Anes Subasic, another suspect, had been having a tough time in America, too. A refugee from Bosnia who immigrated to Wake County after a brutal war in the former Yugoslavia, Subasic had drifted.
His mother died three years ago, an event that triggered Subasic's search for religious meaning. His father, Dragan Subasic, fell into financial difficulty and poor health. Anes Subasic had moved back in with his father in Holly Springs, Smajic said.
He'd tried unsuccessfully to sell cars. His English is so limited that he asked a magistrate Monday for an interpreter to help him during future hearings.
Investigators had pressed Daniel Boyd and the other suspects for years.
Early this year, as Ziyad Yaghi, another suspect, defended himself against armed robbery charges in Wake County, agents from the FBI repeatedly tried to speak with him, said Bert Nunley, a lawyer who represented Yaghi in Wake County.
Nunley said Yaghi “declined to explain what he'd done while in Jordan. That apparently upset the FBI.”
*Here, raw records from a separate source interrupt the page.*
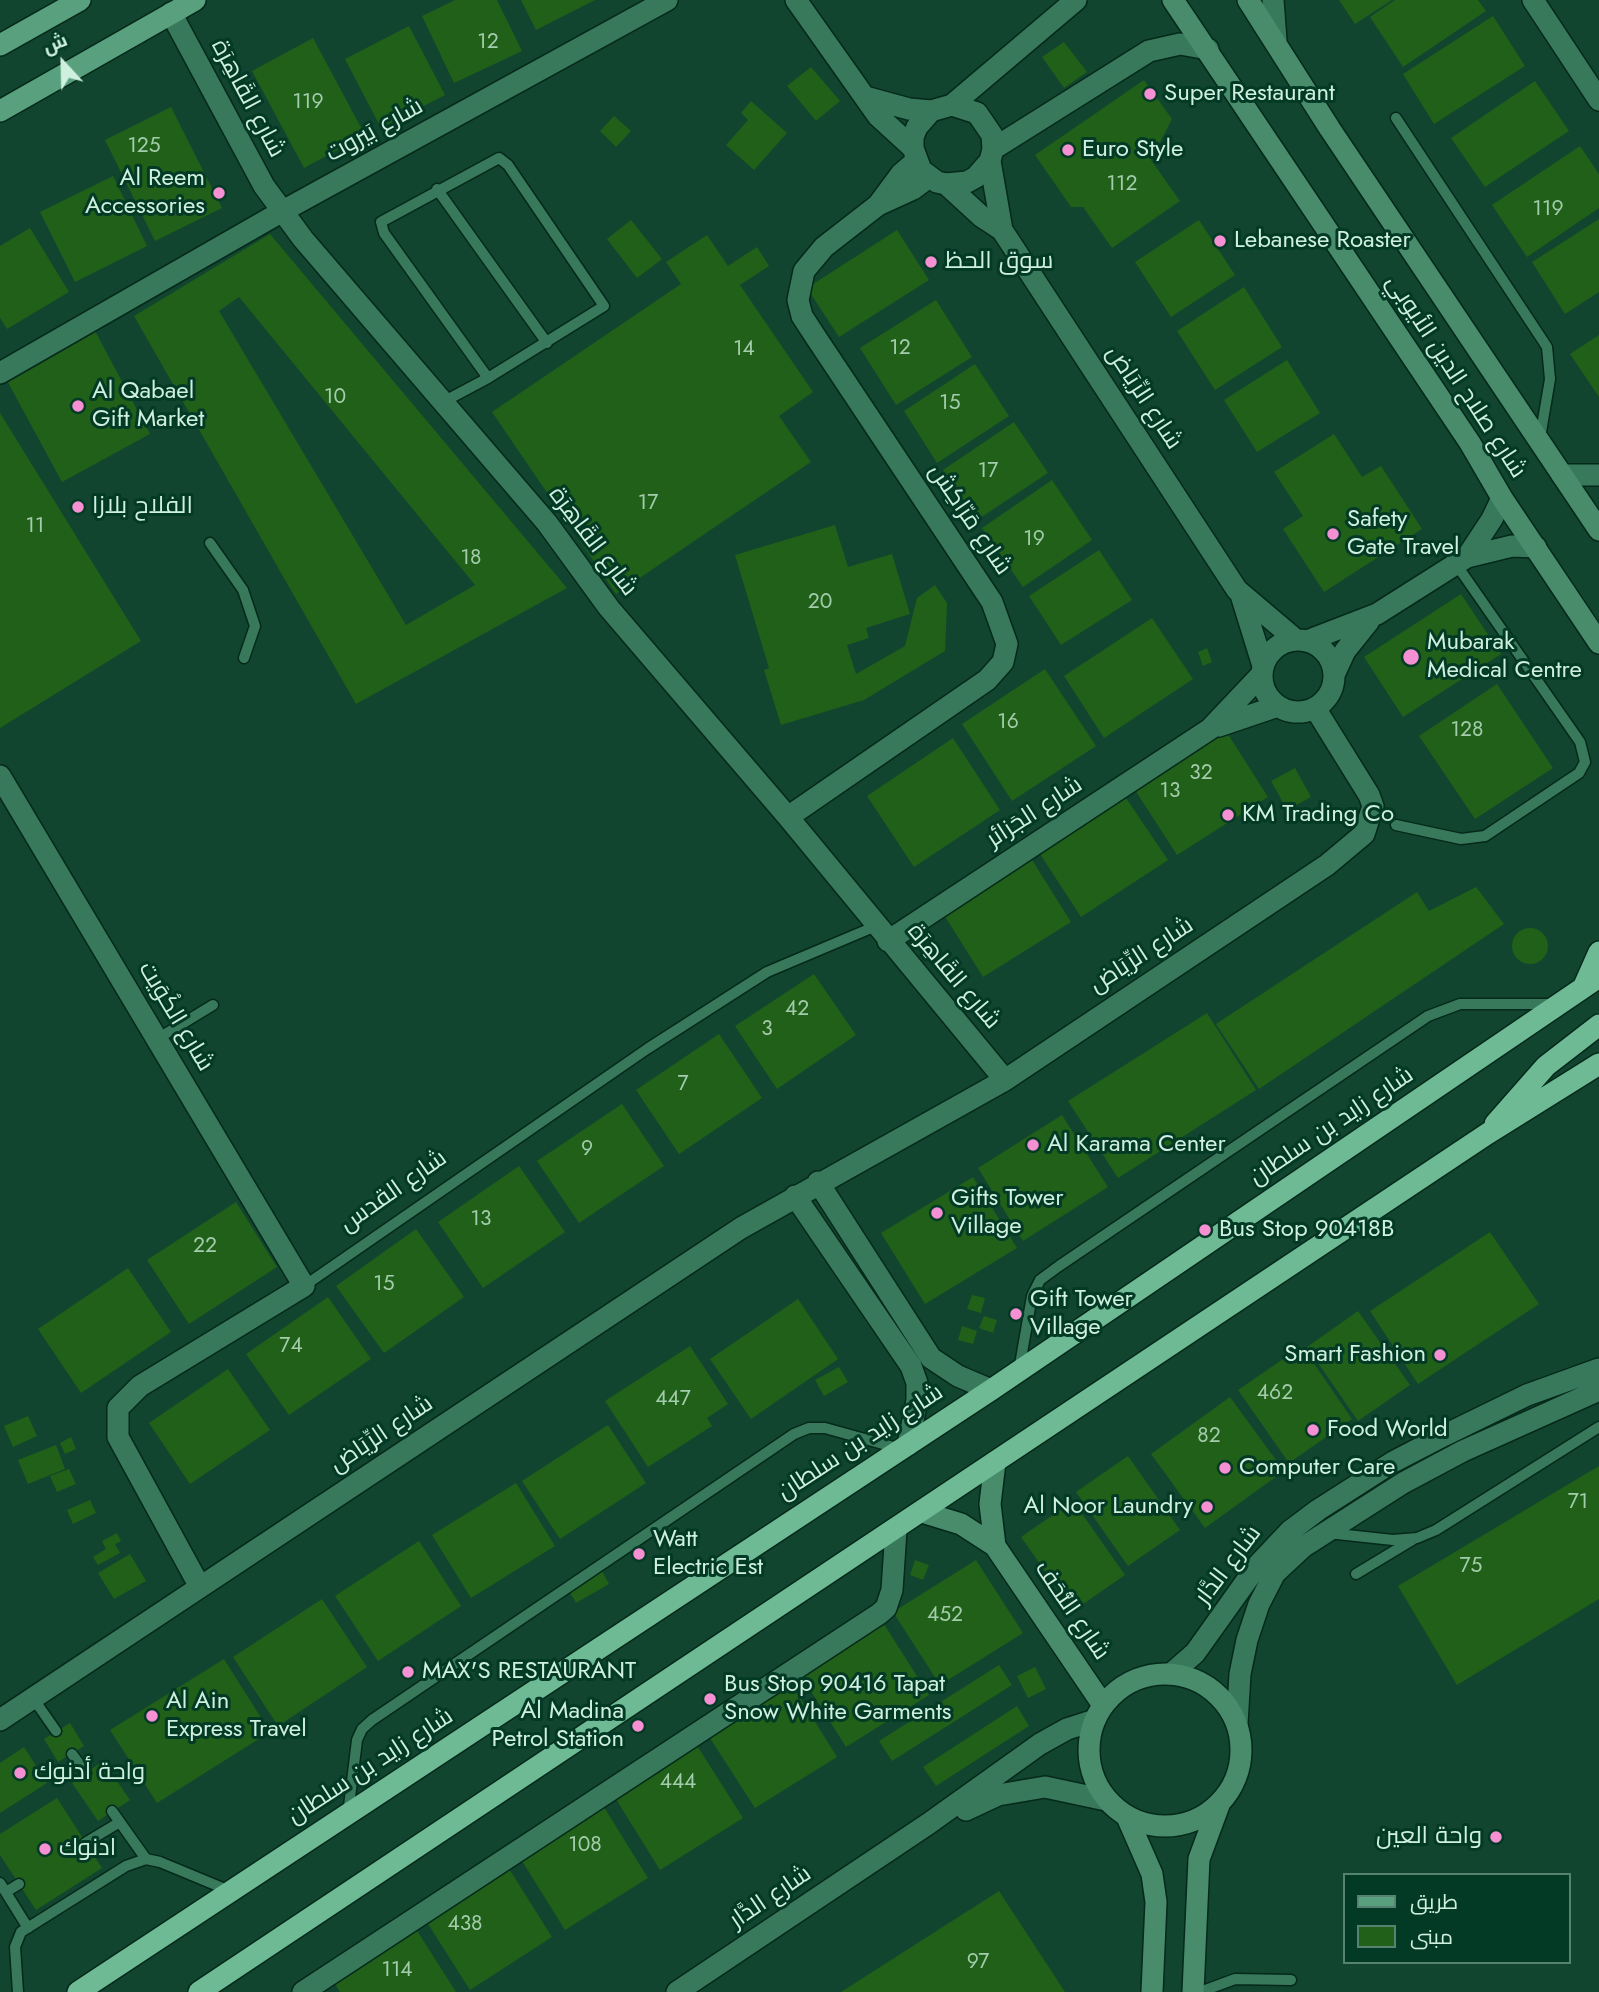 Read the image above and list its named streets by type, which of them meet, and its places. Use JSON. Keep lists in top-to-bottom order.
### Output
{
  "streets": {
    "highway": ["شارع زايد بن سلطان"],
    "street": [
      "شارع القَاهِرَة",
      "شارع بَيروت",
      "شارع صلاح الدين الأيوبي",
      "شارع الرِّيَاض",
      "شارع مَرّاكِش",
      "شارع الجَزائر",
      "شارع الكُوَيت",
      "شارع القدس",
      "شارع الدَّار",
      "شارع التُّحَف"
    ]
  },
  "crossings": [
    ["شارع القَاهِرَة", "شارع بَيروت"],
    ["شارع القَاهِرَة", "شارع الرِّيَاض"],
    ["شارع القَاهِرَة", "شارع مَرّاكِش"],
    ["شارع القَاهِرَة", "شارع الجَزائر"],
    ["شارع القَاهِرَة", "شارع القدس"],
    ["شارع الرِّيَاض", "شارع مَرّاكِش"],
    ["شارع الرِّيَاض", "شارع الجَزائر"],
    ["شارع الرِّيَاض", "شارع القدس"],
    ["شارع الجَزائر", "شارع القدس"],
    ["شارع الكُوَيت", "شارع القدس"],
    ["شارع الدَّار", "شارع التُّحَف"]
  ],
  "places": [
    "Super Restaurant",
    "Euro Style",
    "Al Reem Accessories",
    "Lebanese Roaster",
    "سوق الحظ",
    "Al Qabael Gift Market",
    "الفلاح بلازا",
    "Safety Gate Travel",
    "Mubarak Medical Centre",
    "KM Trading Co",
    "Al Karama Center",
    "Gifts Tower Village",
    "Bus Stop 90418B",
    "Gift Tower Village",
    "Smart Fashion",
    "Food World",
    "Computer Care",
    "Al Noor Laundry",
    "Watt Electric Est",
    "MAX'S RESTAURANT",
    "Bus Stop 90416 Tapat Snow White Garments",
    "Al Ain Express Travel",
    "Al Madina Petrol Station",
    "واحة أدنوك",
    "واحة العين",
    "ادنوك"
  ],
  "house_numbers": [
    "12",
    "119",
    "125",
    "112",
    "119",
    "12",
    "14",
    "10",
    "15",
    "17",
    "17",
    "11",
    "19",
    "18",
    "20",
    "16",
    "128",
    "32",
    "13",
    "42",
    "3",
    "7",
    "9",
    "13",
    "22",
    "15",
    "74",
    "462",
    "447",
    "82",
    "71",
    "75",
    "452",
    "444",
    "108",
    "438",
    "97",
    "114"
  ],
  "legend": ["طريق", "مبنى"],
  "north": "top"
}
By then, Yaghi had begun posting quotes from fundamentalist Muslim leaders on his Facebook page.
On his Facebook wall, where he describes his view of the world, he closes with a quote from Malcolm X: “It is a time for martyrs now, and if I am to be one, it will be for the cause of brotherhood. That's the only thing that can save this country.”
Sarah Ovaska and Kevin Kiley of the (Raleigh) News & Observer and news researcher Brooke Cain contributed to this report.